Il secondo piatto sarà una Parmigiana di melanzane con colatura di provola (e Frappato doc 2014 Il Frappato, Valle dell’Acate), un omaggio del cuoco alla stratosferica parmigiana di melanzane della signora Anna, sua mamma, che la farcita e rifarciva, friggeva e rifriggeva fino a toccare il vertice più alto dei sapori. «È la cuoca più perfezionista che abbia mai conosciuto», rievoca oggi Antonino, un esempio che s’imprimerà per sempre nella testa e nelle mani del figlio. E la colatura di provola? È un guazzetto di provola affumicata che aggiunge gusto a gusto.

Il Bunet rivisto da Antonino Cannavacciuolo (foto Brambilla/Serrani)

Il Bunet rivisto da Antonino Cannavacciuolo (foto Brambilla/Serrani)

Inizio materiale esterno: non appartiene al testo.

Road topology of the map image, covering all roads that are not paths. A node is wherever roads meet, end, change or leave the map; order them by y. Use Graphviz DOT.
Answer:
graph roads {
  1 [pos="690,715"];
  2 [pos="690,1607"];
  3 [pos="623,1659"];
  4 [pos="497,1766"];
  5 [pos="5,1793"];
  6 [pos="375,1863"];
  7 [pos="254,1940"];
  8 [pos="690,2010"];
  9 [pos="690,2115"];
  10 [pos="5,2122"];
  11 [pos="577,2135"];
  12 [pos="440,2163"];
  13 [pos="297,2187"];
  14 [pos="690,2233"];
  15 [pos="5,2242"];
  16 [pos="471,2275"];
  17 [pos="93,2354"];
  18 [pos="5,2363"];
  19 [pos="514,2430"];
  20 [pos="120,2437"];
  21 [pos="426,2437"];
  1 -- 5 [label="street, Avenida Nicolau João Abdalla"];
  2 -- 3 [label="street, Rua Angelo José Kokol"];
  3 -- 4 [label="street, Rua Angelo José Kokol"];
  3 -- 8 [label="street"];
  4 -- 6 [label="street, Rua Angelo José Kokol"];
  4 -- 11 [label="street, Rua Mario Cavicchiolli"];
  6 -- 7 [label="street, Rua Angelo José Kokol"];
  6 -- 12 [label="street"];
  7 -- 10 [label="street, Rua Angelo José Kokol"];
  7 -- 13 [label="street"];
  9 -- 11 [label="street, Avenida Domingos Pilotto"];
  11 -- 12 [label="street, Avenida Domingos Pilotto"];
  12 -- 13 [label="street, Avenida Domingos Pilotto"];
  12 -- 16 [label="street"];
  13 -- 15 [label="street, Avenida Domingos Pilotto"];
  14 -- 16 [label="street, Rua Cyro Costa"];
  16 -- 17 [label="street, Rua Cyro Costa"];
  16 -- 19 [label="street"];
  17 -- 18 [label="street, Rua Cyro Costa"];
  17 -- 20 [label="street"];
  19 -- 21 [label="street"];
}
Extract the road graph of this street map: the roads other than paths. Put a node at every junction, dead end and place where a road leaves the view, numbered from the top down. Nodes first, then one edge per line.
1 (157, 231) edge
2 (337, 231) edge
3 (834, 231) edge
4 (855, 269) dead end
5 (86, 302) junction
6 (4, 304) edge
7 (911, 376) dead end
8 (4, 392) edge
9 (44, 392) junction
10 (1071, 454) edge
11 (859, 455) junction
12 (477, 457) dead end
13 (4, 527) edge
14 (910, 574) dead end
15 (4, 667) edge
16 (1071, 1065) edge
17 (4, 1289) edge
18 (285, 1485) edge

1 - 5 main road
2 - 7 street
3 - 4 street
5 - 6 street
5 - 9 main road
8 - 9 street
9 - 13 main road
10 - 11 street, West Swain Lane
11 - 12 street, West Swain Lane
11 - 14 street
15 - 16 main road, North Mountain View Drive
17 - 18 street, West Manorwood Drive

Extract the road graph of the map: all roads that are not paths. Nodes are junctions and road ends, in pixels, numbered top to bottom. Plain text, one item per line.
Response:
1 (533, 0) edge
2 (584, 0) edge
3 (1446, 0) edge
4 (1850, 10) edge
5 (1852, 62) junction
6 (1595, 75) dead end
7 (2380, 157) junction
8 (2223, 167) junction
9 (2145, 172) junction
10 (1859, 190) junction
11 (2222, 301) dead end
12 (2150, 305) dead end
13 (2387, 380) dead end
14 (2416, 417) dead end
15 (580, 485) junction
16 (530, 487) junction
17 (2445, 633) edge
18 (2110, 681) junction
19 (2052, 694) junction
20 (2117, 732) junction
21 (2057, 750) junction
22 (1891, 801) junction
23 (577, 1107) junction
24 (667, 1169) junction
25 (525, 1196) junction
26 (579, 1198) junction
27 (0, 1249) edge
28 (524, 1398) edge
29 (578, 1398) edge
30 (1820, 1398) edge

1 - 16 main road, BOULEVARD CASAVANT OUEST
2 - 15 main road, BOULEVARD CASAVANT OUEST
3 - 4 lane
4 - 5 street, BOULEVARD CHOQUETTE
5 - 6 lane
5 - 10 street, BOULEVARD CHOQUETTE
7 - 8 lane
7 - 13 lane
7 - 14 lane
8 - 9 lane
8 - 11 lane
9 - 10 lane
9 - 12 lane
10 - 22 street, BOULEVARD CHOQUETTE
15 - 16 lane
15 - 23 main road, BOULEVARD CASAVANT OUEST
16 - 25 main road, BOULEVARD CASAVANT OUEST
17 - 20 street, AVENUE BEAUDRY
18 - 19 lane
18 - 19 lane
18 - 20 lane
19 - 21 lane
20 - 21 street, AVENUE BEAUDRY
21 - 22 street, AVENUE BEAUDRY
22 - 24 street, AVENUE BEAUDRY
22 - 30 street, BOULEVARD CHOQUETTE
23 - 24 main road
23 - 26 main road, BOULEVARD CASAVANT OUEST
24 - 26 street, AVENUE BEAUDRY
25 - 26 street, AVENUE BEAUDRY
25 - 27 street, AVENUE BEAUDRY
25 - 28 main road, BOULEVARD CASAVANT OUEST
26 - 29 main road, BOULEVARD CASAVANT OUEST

Col dolce, ci troveremo improvvisamente sbalzati in Piemonte. Sarà il classico Bunet (con Moscato d’Asti Docg 2014, Castello del Poggio), un dessert che si discosta
 molto dall’originale già nelle dimensioni, più ridotte. «È stata eliminata la consistenza
 gelatinosa e si è lavorato a lungo su quella che poi è la parte più buona: il fondo, il caramello. Insomma, abbiamo concentrato ed elevato all’ennesima potenza l’aspetto
 che noi ritenevamo migliore». Al palato il risultato è strabiliante e centra il bersaglio 
caro allo chef: al posto del caffè, vorresti chiedere il bis del dolce. Potere di un «classico 
sì, ma il classico che voglio io», specifica giustamente orgoglioso il cuoco, «perché le
 Cinquecento che fanno oggi non c’entrano nulla con quelle che facevano una volta:
 hanno l’airbag e i sedili riscaldati. Bisogna sempre stare al passo coi tempi».